Hallo!
Vorab:
a) ich bin keine Spanischlehrerin und kenne deinen Sohn nicht, weswegen ich aus der Ferne nicht erklären kann, was wie warum ist.
b) ich bin selbst (zugewanderte!) Muttersprachlerin, unterrichte meine Muttersprache und es ist kaum etwas, was mich mehr ärgert als Sprüche wie "ach, und was unterrichten Sie? Französisch natürlich?" (ich sitze seit 35 Sekunden auf dem Zahnarztstuhl) "Logisch, dass du Französisch unterrichtest" oder noch "Muttersprachler können es am besten". (ja, deswegen hat man mir einfach mein Staatsexamen in die Hand gedrückt, als ich nach Deutschland kam und ich musste nicht in den Phonetik- (Theorie-), Grammatik-, Altfranzösisch-, Fachdidaktik- und so weiter Kursen sitzen...

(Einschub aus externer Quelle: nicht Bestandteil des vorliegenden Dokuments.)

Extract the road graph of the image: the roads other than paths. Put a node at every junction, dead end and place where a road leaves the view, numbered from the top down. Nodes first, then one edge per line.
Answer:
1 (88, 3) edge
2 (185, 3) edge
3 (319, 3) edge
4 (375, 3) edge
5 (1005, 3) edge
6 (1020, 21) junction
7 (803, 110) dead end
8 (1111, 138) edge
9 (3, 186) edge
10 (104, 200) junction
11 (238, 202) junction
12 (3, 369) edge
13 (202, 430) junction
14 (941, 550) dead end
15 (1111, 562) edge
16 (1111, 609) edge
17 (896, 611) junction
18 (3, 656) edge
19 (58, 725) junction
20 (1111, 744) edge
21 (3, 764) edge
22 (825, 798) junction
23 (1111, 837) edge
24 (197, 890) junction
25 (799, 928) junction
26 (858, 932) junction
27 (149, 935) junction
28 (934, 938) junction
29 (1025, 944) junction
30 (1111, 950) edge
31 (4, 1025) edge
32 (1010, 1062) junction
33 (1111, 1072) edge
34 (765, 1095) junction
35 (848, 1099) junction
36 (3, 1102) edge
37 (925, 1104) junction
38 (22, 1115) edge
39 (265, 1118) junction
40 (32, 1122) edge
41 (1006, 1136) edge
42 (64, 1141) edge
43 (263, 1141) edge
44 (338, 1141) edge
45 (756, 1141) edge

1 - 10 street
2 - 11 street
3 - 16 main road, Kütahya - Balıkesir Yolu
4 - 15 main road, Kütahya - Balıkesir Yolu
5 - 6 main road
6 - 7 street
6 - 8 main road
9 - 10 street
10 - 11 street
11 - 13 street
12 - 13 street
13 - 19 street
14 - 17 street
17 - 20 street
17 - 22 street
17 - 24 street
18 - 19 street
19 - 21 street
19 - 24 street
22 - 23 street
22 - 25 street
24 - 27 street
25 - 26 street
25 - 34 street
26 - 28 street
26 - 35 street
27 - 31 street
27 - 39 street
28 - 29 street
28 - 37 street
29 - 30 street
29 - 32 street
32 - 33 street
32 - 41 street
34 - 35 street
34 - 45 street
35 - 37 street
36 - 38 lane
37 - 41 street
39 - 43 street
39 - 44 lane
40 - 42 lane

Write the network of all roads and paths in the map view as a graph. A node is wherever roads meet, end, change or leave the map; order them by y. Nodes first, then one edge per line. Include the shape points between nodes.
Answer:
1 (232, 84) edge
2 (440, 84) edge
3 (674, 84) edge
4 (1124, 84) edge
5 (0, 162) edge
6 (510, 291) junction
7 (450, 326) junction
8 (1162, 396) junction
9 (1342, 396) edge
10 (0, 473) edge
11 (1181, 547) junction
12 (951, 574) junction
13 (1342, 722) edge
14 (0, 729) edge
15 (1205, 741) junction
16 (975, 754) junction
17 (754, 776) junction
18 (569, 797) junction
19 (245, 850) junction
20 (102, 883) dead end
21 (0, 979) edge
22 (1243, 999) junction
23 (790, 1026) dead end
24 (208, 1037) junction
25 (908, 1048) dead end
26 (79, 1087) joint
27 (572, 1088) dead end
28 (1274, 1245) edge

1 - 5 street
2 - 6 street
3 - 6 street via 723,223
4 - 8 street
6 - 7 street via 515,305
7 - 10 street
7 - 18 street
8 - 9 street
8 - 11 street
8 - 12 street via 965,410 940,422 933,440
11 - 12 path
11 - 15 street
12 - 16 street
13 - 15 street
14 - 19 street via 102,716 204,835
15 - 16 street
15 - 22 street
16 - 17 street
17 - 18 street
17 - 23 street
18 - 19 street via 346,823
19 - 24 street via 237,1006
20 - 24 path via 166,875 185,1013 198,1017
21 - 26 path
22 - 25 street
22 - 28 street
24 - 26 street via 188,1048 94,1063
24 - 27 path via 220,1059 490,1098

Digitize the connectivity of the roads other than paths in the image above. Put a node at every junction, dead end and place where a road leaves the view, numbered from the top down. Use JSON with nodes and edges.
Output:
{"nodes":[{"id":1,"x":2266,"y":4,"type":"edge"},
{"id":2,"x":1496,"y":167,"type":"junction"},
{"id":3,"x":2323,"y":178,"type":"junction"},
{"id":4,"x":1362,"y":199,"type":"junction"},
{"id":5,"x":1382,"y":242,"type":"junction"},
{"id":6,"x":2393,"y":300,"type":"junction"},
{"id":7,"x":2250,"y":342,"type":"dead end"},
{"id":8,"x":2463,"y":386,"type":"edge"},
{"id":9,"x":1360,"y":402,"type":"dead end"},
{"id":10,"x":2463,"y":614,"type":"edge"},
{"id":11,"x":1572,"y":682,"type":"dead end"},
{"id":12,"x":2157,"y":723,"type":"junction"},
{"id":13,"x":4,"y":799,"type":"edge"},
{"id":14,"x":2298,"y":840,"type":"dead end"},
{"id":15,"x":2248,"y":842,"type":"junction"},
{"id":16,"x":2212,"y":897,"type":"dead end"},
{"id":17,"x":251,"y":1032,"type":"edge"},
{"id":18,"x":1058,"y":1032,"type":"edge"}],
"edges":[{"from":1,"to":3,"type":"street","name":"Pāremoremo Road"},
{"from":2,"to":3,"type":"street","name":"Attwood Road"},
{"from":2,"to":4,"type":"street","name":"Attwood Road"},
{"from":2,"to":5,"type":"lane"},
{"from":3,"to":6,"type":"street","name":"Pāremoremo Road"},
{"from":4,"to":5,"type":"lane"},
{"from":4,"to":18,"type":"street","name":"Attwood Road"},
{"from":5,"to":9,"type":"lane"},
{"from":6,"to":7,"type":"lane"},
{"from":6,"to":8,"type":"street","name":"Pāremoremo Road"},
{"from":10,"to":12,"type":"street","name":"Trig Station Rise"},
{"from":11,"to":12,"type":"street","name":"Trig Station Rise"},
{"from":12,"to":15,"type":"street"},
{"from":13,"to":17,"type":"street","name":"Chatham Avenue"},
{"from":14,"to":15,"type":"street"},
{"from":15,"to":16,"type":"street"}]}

Ein paar Ideen ungeordnet am Morgen:
1) Wenn eine Vokabelliste aufgegeben wird, dann sieht man die Akzente, dann lernt man sie mit. Genauso wie mein französischsprachiges Mädel, das ca. jede zweite Endung (die man auf Französisch fast nie hört) falsch schrieb. und wenn dein Sohn tatsächlich seit 2,5 Jahren Spanisch "lernt", ohne jemals die Rechtschreibung (Akzente und diakritische Zeichen gehören im Spanischen je nach Auffassung - und dieser Auffassung ist offensichtlich die Spanischlehrkraft deines Sohnes - dazu) zu lernen, dann muss er es jetzt leider nachholen.
Es spricht meiner Meinung nach übrigens sehr für deinen Sohn und seine Zweisprachigkeit, dass er "nur" die Akzente falsch macht, weil ich ziemlich sicher bin, dass er hier und da ein paar Wörter "neu" / "aktiv" lernt. Gespräche mit Papa sind nämlich nicht immer mit dem Schulunterricht deckungsgleich.
2) Die 3 Anforderungsbereiche (Reproduzieren, Erläutern, Urteilen / Problemlösung..) verschieben sich im Fremdsprachenunterricht über die Jahre.
Einige Erwartungen, die bei mir (und einigen KollegInnen) über die Jahre zum Beispiel an Bedeutung wachsen (und die über die kommunikative Kompetenz hinausgehen, sie spielt natürlich eine Rolle!):
- Beteiligung in ALLEN Phasen des Unterrichts (nicht nur was vorlesen, zb. sondern auch schwierigere Fragen zu Ende der Stunde beantworten, und seien sie so blöd für einen)
- Richtigkeit der Antworten
- das "Kognitive", was ich gerade nicht wirklich in Wörtern fassen kann.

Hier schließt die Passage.